Reputation: 23
I have a data frame that contains a column call "date". However the date formats are distinctively different. Data type is string. I am trying to create "month" "year" and "day of the week" columns from this data column.
dataid date
1 Tue 11/3
2 Wed 11/4
3 N/A
4 Monday, February 1, 2016
5 Thursday, March 25, 2015
What is the best way to do this?
Upvotes: 2
Views: 337
Reputation: 2959
If the day and month are written as characters, then regular expressions can be used within a dplyr::case_when()
call:
library(dplyr)
df <- df %>%
mutate(
day_of_the_week = case_when(
grepl("mon", date, ignore.case = T) ~ "mon",
grepl("tue", date, ignore.case = T) ~ "tues",
grepl("wed", date, ignore.case = T) ~ "wed",
grepl("thu", date, ignore.case = T) ~ "thurs",
grepl("fri", date, ignore.case = T) ~ "fri",
grepl("sat", date, ignore.case = T) ~ "sat",
grepl("sun", date, ignore.case = T) ~ "sun",
T ~ NA_character_
),
month = case_when(
grepl("jan", date, ignore.case = T) ~ "jan",
grepl("feb", date, ignore.case = T) ~ "feb",
grepl("mar", date, ignore.case = T) ~ "mar",
grepl("apr", date, ignore.case = T) ~ "apr",
grepl("may", date, ignore.case = T) ~ "may",
grepl("jun", date, ignore.case = T) ~ "jun",
grepl("jul", date, ignore.case = T) ~ "jul",
grepl("aug", date, ignore.case = T) ~ "aug",
grepl("sep", date, ignore.case = T) ~ "sep",
grepl("oct", date, ignore.case = T) ~ "oct",
grepl("nov", date, ignore.case = T) ~ "nov",
grepl("dec", date, ignore.case = T) ~ "dec",
T ~ NA_character_
)
)
# dataid date day_of_the_week month
# 1 1 Tue 11/3 tues <NA>
# 2 2 Wed 11/4 wed <NA>
# 3 3 <NA> <NA> <NA>
# 4 4 Monday, February 1, 2016 mon feb
# 5 5 Thursday, March 25, 2015 thurs mar
It's a harder to pull out day/month number (you could possibly do it in a similar way for days of month between 13 and 31, but otherwise it's impossible to know if the number is for the day or month).
df <- read.table(text = "
dataid date
1 'Tue 11/3'
2 'Wed 11/4'
3 N/A
4 'Monday, February 1, 2016'
5 'Thursday, March 25, 2015'",
header = T,
stringsAsFactors = F,
na.strings = "N/A")
Upvotes: 0
Reputation: 2797
The robust way is to use lubridate::parse_date_time()

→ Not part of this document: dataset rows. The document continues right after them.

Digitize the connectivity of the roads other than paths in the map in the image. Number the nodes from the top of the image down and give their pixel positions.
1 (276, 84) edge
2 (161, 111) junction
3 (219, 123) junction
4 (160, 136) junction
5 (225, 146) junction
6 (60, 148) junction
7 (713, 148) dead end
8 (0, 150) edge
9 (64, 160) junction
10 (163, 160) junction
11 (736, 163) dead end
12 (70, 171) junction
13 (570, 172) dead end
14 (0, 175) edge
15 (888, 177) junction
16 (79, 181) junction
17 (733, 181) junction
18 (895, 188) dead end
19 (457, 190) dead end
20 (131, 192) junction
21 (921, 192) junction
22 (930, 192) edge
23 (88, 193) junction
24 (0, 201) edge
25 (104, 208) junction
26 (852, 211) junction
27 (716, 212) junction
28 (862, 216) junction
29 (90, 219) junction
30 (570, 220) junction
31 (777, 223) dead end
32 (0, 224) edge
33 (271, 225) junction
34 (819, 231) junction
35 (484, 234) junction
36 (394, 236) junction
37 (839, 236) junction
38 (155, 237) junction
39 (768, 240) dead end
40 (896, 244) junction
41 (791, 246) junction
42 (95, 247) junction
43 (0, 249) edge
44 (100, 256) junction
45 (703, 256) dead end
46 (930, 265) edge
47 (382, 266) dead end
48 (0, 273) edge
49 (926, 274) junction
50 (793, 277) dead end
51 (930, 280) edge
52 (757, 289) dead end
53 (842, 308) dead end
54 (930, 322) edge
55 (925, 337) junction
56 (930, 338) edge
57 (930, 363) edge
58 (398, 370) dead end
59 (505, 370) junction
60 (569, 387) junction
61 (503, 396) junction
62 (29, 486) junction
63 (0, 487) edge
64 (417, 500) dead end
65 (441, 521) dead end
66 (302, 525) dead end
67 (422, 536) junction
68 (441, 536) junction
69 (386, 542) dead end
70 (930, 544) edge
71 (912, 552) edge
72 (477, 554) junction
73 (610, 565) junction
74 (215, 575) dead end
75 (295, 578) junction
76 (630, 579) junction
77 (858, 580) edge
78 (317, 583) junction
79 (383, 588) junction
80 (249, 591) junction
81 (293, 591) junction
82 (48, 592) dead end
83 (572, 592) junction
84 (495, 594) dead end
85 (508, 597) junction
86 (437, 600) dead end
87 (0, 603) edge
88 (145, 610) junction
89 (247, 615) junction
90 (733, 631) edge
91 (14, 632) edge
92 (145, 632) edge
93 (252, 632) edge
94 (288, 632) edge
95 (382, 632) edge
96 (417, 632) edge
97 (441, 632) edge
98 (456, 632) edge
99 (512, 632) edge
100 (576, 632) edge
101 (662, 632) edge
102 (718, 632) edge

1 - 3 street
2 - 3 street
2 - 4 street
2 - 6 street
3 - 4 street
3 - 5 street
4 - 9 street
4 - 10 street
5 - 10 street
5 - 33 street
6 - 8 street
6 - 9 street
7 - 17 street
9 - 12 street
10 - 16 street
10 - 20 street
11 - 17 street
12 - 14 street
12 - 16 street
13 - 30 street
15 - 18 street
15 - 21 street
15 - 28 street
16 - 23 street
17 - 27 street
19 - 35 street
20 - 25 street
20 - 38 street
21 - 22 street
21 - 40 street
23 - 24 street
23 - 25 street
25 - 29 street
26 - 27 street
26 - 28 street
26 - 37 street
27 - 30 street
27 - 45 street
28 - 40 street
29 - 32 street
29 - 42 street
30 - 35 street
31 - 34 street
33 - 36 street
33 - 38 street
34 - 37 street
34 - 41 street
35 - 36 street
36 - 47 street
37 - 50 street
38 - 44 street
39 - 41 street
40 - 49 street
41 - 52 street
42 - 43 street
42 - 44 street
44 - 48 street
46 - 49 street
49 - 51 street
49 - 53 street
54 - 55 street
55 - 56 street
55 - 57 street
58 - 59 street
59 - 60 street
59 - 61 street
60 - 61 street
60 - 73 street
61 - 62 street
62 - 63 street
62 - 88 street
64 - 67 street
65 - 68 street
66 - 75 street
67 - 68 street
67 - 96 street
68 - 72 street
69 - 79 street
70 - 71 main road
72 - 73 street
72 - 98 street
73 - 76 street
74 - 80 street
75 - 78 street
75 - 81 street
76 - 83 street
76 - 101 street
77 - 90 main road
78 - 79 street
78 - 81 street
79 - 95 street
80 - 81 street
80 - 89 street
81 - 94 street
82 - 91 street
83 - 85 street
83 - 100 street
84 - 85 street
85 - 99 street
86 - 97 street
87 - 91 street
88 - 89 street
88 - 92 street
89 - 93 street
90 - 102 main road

, but those dates witout year may be wrongly parsed (you may need to manually edit it).
You may read "help("strptime")" to learn more about how to format orders to parse your date.

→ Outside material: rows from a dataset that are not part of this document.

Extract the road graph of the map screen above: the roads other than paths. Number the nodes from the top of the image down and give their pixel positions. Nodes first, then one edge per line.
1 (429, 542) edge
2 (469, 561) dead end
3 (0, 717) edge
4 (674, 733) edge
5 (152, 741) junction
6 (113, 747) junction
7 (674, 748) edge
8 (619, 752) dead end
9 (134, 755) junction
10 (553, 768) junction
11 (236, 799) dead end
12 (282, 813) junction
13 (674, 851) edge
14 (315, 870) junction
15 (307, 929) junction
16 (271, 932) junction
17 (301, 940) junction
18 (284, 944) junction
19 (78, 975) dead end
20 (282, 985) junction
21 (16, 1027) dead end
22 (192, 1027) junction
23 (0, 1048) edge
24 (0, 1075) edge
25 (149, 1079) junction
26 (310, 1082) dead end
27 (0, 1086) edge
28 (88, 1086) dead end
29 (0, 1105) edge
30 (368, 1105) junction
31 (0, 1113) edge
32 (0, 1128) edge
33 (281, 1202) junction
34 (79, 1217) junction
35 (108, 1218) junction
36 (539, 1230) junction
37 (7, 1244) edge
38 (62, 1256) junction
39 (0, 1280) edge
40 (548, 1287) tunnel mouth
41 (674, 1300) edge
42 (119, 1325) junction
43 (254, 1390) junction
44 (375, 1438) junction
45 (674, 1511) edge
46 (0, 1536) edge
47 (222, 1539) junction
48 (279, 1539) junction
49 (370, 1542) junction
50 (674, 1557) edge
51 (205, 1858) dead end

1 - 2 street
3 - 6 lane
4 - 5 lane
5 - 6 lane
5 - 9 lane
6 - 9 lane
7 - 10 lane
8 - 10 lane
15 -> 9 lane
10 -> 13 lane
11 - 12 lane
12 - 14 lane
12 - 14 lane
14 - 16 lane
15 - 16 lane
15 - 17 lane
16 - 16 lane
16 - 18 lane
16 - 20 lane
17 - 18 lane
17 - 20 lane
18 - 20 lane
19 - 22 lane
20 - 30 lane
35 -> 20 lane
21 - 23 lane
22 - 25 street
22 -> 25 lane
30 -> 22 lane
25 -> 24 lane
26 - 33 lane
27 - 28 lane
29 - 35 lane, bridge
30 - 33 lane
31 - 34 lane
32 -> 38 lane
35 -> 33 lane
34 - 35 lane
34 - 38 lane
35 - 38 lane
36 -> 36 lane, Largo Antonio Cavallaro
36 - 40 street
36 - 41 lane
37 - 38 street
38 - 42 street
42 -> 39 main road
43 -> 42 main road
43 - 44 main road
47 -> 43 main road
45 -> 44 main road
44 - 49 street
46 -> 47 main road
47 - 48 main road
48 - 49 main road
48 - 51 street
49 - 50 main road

p.s. March 25, 2015 is wednesday, not Thursday as in your example data.
library(dplyr)
library(lubridate)
df <- data.table::fread(
"dataid date
1 'Tue 11/3'
2 'Wed 11/4'
3 'N/A'
4 'Monday, February 1, 2016'
5 'Thursday, March 25, 2015'
",quote="\'")
df.new <- df %>%
mutate(
date2 =lubridate::parse_date_time(x =date, orders = c("%a %m/%d", "%A, %B %d, %Y"))
)
#> Warning: 1 failed to parse.
df.new
#> dataid date date2
#> 1 1 Tue 11/3 2018-11-03
#> 2 2 Wed 11/4 2018-11-04
#> 3 3 N/A <NA>
#> 4 4 Monday, February 1, 2016 2016-02-01
#> 5 5 Thursday, March 25, 2015 2015-03-25
Created on 2018-10-08 by the reprex package (v0.2.1)
from there you can extract year, month, day of week like this:
df.new %>%
mutate(
year = lubridate::year(date2),
month = lubridate::month(date2),
day_of_week = weekdays(date2)
)
# dataid date date2 year month day_of_week
#1 1 Tue 11/3 2018-11-03 2018 11 Saturday
#2 2 Wed 11/4 2018-11-04 2018 11 Sunday
#3 3 N/A <NA> NA NA <NA>
#4 4 Monday, February 1, 2016 2016-02-01 2016 2 Monday
#5 5 Thursday, March 25, 2015 2015-03-25 2015 3 Wednesday
Upvotes: 2